Avoir triomphé outrageusement à Pékin, à l'été 2008, avec la bagatelle de 51 médailles d'or, ne leur suffit pas. Les Chinois comptent bien profiter de la plus importante délégation (91 athlètes, le double en comptant les entraîneurs et les médecins) jamais envoyée à des Jeux d'hiver pour marquer les esprits, à Vancouver, et se lancer à la conquête de disciplines où leur palmarès est encore embryonnaire. La ville leur sourit déjà, puisque le 10 février, ils ont eu le bonheur d'apprendre que la ville de Nankin avait été élue pour accueillir, en 2014, les seconds Jeux olympiques d'été... de la jeunesse.

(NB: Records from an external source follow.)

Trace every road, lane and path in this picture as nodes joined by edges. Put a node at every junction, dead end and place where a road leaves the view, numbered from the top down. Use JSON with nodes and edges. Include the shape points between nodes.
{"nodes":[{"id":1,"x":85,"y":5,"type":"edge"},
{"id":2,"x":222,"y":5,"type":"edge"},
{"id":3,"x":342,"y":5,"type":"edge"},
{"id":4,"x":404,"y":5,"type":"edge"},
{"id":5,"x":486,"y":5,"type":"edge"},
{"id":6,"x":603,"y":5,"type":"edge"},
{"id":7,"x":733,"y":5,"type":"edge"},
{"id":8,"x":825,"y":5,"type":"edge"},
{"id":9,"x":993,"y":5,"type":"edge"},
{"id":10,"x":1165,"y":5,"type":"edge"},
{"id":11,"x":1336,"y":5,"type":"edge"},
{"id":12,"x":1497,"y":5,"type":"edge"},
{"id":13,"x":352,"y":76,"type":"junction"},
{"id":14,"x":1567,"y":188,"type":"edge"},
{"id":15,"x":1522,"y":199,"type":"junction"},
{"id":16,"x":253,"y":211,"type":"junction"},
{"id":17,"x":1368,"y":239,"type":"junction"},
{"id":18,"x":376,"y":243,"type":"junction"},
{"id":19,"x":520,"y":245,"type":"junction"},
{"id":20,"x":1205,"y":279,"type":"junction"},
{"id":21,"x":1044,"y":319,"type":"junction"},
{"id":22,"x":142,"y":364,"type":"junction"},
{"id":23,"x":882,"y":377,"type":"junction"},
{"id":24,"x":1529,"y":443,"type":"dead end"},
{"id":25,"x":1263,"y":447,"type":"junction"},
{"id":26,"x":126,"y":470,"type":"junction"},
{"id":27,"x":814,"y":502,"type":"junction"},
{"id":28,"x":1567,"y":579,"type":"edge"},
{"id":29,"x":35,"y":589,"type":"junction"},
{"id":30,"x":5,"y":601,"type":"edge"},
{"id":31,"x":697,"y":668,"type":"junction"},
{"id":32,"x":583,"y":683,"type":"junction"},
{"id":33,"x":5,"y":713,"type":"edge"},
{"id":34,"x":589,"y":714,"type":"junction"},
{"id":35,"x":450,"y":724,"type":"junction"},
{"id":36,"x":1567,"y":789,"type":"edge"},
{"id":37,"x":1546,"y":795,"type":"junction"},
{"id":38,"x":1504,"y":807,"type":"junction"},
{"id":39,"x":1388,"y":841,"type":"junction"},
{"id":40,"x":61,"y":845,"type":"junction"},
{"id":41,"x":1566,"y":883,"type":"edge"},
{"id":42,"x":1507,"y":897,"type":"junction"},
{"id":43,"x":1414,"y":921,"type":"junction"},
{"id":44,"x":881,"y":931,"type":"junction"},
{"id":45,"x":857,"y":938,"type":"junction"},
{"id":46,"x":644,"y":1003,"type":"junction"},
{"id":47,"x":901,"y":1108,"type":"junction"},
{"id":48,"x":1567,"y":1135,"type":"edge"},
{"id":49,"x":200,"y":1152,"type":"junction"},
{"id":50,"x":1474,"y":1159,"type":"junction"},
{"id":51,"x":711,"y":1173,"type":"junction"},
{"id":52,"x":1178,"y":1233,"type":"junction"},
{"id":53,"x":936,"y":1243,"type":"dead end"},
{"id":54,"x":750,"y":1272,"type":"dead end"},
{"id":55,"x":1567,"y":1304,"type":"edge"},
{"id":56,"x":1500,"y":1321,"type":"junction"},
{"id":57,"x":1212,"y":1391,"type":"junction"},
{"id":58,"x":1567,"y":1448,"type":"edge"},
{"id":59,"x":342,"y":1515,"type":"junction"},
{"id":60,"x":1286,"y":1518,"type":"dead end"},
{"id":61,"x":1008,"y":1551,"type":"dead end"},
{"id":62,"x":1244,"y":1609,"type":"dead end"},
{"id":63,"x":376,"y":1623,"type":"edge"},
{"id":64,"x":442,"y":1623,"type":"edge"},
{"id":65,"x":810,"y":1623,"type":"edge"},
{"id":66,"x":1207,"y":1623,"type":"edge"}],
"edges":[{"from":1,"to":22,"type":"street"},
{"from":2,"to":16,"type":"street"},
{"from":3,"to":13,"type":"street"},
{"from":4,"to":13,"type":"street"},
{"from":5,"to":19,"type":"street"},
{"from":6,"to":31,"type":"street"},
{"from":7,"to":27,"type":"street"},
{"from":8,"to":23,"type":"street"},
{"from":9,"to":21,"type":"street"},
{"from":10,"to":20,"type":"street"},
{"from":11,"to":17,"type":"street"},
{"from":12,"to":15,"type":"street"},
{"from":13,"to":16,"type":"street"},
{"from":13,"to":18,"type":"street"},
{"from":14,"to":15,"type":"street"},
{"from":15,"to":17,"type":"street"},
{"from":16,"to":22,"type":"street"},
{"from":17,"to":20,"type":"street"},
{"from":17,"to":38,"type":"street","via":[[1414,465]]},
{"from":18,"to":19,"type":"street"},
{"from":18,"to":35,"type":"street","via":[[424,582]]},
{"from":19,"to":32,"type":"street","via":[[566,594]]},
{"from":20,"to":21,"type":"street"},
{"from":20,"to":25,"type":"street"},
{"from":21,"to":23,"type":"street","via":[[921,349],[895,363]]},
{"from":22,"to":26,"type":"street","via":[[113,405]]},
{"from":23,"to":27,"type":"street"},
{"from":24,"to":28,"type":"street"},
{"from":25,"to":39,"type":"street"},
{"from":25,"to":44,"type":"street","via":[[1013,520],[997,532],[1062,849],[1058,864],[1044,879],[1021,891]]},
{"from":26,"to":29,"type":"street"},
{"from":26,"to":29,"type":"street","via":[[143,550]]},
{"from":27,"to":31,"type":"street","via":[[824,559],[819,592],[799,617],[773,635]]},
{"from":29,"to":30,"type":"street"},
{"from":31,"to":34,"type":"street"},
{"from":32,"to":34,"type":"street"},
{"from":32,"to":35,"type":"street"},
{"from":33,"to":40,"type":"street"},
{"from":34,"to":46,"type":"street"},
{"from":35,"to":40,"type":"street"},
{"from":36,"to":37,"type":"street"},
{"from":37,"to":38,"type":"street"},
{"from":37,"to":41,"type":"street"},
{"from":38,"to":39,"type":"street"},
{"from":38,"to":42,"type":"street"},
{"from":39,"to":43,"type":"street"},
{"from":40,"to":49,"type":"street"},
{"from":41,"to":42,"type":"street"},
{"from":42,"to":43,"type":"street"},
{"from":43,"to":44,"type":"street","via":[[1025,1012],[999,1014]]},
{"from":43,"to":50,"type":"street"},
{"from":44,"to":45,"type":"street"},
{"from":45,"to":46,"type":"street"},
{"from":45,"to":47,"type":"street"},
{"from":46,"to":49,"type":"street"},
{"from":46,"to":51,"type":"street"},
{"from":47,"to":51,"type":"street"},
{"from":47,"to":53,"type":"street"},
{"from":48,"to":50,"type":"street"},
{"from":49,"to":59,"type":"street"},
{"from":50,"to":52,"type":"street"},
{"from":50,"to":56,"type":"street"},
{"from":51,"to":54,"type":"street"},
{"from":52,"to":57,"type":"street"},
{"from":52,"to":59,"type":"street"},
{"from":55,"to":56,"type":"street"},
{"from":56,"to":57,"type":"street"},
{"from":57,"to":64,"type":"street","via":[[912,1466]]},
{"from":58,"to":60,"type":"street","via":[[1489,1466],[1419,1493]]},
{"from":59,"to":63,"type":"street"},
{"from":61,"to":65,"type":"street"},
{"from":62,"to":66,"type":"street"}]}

Le responsable chinois des sports d'hiver, Zhao Yinggang, n'a fixé aucun objectif chiffré, mais le butin record collecté à Turin, en 2006, devra être dépassé. Soit onze médailles dont deux d'or, quatre d'argent et cinq de bronze. Il a ajouté que " les sports d'hiver, qui font partie de la stratégie olympique chinoise, doivent profiter des avantages du système public pour se développer ".
Trente ans après leur apparition hivernale à Lake Placid, aux Etats-Unis, les Chinois ne sont donc plus des nains olympiques. Pas encore un yéti, la nation émergente a déjà obtenu 33 médailles en concentrant ses efforts sur la glace. Les Chinois sont les rois, ou plutôt les reines, du patin, de vitesse ou artistique. Avec une prédilection pour le short-track (vitesse sur piste courte) qui leur a permis de monter vingt fois sur les podiums.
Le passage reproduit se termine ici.